• _Activity_
Reproduce the records that follow in full, excluding any picture they contain.

(Collected data)
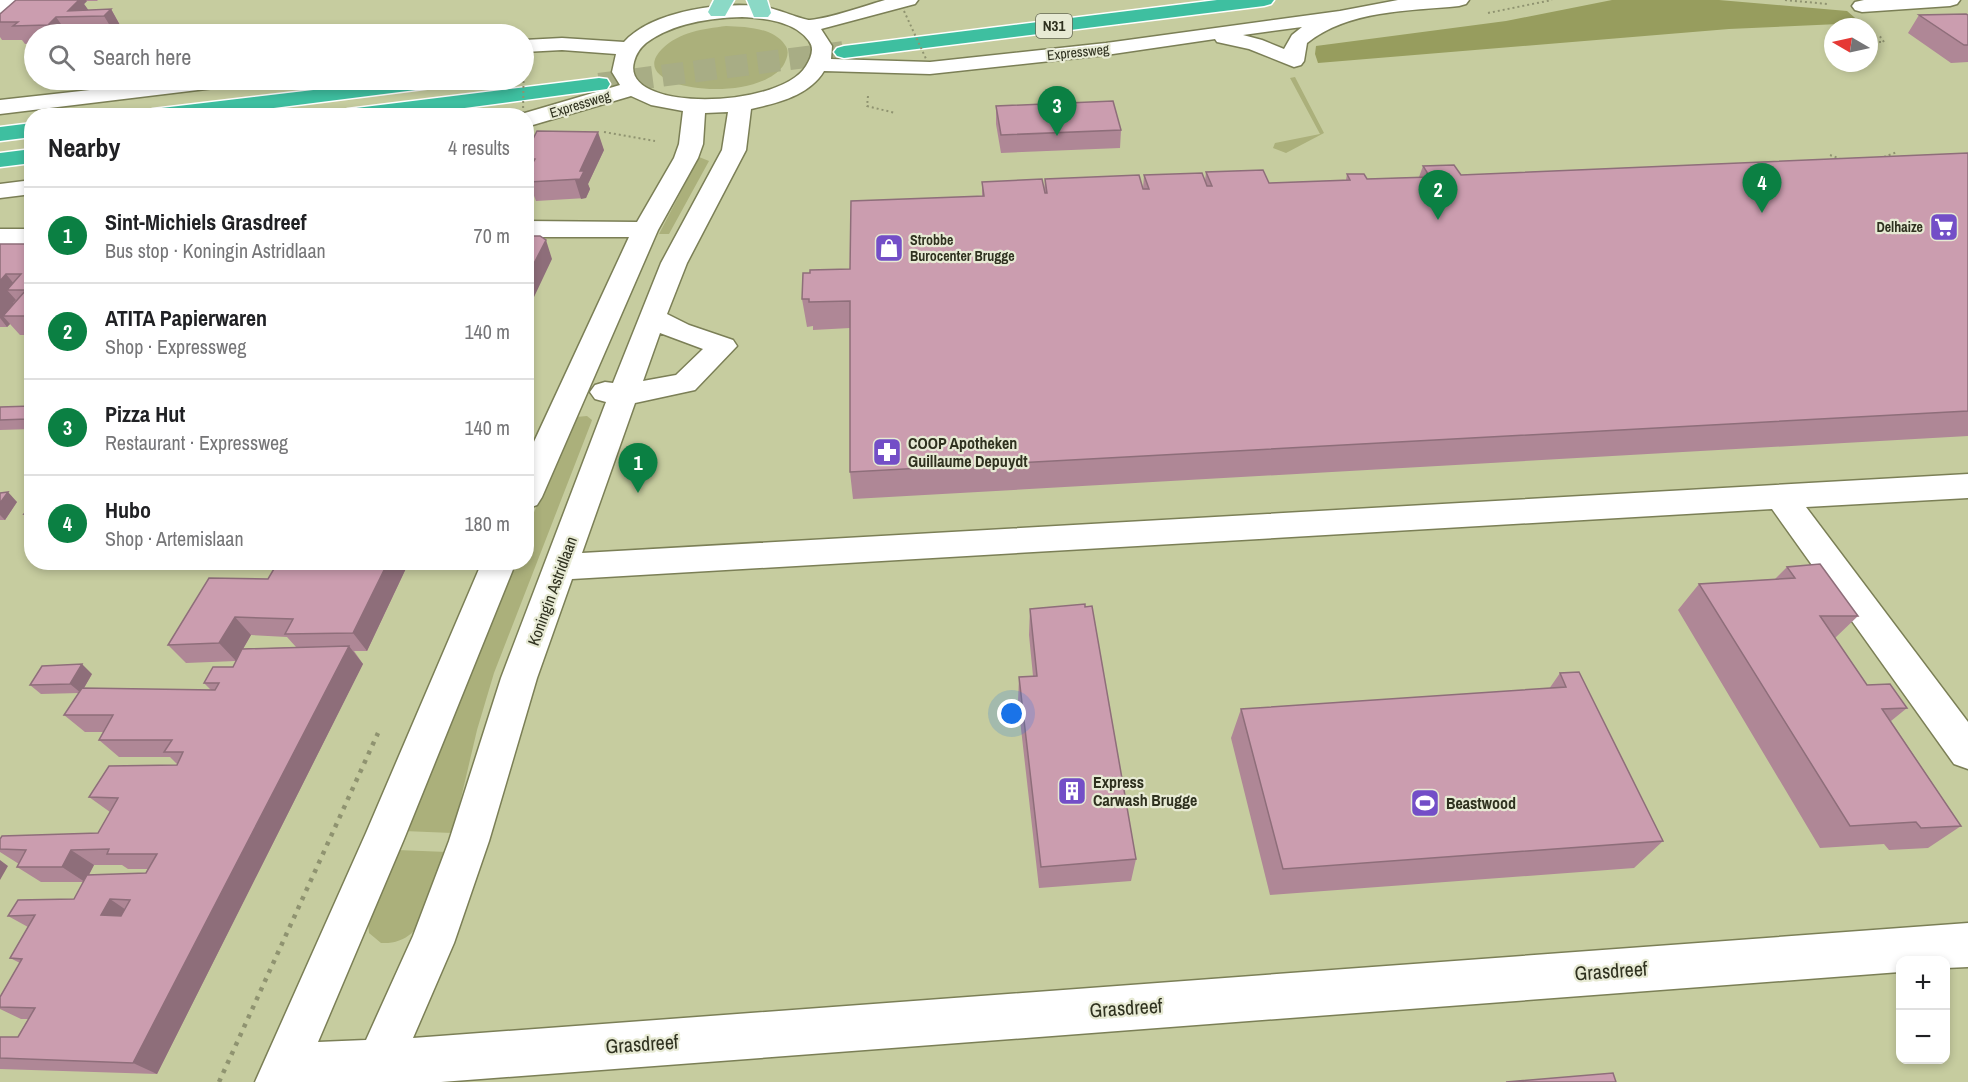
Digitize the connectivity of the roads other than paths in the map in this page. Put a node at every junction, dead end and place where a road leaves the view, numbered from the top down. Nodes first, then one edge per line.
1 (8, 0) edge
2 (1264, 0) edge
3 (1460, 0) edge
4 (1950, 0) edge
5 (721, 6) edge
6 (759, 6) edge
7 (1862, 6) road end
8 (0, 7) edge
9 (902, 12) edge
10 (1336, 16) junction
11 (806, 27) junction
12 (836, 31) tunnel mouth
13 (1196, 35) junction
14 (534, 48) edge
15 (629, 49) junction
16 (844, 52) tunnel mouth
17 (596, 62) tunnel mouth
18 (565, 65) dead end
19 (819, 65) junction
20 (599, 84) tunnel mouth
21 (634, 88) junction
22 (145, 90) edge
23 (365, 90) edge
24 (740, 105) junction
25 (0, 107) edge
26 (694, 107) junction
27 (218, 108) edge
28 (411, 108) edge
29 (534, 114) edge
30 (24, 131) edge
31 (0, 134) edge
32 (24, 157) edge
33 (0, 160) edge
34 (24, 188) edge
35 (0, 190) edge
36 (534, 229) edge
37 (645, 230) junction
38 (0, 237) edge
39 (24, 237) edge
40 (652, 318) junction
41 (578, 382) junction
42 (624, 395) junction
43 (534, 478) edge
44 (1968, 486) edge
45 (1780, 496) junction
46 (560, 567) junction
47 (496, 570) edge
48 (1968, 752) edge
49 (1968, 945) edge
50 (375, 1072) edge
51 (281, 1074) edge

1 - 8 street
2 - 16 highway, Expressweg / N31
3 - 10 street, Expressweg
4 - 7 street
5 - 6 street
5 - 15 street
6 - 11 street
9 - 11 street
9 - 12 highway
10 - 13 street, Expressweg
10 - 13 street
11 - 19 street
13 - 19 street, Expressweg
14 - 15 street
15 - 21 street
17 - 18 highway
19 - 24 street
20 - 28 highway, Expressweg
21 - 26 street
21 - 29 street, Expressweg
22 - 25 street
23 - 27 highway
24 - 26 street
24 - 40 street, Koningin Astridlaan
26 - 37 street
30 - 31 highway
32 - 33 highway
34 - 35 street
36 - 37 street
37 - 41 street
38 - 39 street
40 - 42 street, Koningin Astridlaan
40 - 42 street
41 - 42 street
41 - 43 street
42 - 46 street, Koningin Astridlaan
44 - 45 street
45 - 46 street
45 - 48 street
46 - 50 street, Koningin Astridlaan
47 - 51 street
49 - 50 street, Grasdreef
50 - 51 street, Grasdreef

• _Exercise result_
Digitize the connectivity of the roads other than paths in the map in this page. Put a node at every junction, dead end and place where a road leaves the view, numbered from the top down. Nodes first, then one edge per line.
1 (8, 0) edge
2 (1264, 0) edge
3 (1460, 0) edge
4 (1950, 0) edge
5 (721, 6) edge
6 (759, 6) edge
7 (1862, 6) road end
8 (0, 7) edge
9 (902, 12) edge
10 (1336, 16) junction
11 (806, 27) junction
12 (836, 31) tunnel mouth
13 (1196, 35) junction
14 (534, 48) edge
15 (629, 49) junction
16 (844, 52) tunnel mouth
17 (596, 62) tunnel mouth
18 (565, 65) dead end
19 (819, 65) junction
20 (599, 84) tunnel mouth
21 (634, 88) junction
22 (145, 90) edge
23 (365, 90) edge
24 (740, 105) junction
25 (0, 107) edge
26 (694, 107) junction
27 (218, 108) edge
28 (411, 108) edge
29 (534, 114) edge
30 (24, 131) edge
31 (0, 134) edge
32 (24, 157) edge
33 (0, 160) edge
34 (24, 188) edge
35 (0, 190) edge
36 (534, 229) edge
37 (645, 230) junction
38 (0, 237) edge
39 (24, 237) edge
40 (652, 318) junction
41 (578, 382) junction
42 (624, 395) junction
43 (534, 478) edge
44 (1968, 486) edge
45 (1780, 496) junction
46 (560, 567) junction
47 (496, 570) edge
48 (1968, 752) edge
49 (1968, 945) edge
50 (375, 1072) edge
51 (281, 1074) edge

1 - 8 street
2 - 16 highway, Expressweg / N31
3 - 10 street, Expressweg
4 - 7 street
5 - 6 street
5 - 15 street
6 - 11 street
9 - 11 street
9 - 12 highway
10 - 13 street, Expressweg
10 - 13 street
11 - 19 street
13 - 19 street, Expressweg
14 - 15 street
15 - 21 street
17 - 18 highway
19 - 24 street
20 - 28 highway, Expressweg
21 - 26 street
21 - 29 street, Expressweg
22 - 25 street
23 - 27 highway
24 - 26 street
24 - 40 street, Koningin Astridlaan
26 - 37 street
30 - 31 highway
32 - 33 highway
34 - 35 street
36 - 37 street
37 - 41 street
38 - 39 street
40 - 42 street, Koningin Astridlaan
40 - 42 street
41 - 42 street
41 - 43 street
42 - 46 street, Koningin Astridlaan
44 - 45 street
45 - 46 street
45 - 48 street
46 - 50 street, Koningin Astridlaan
47 - 51 street
49 - 50 street, Grasdreef
50 - 51 street, Grasdreef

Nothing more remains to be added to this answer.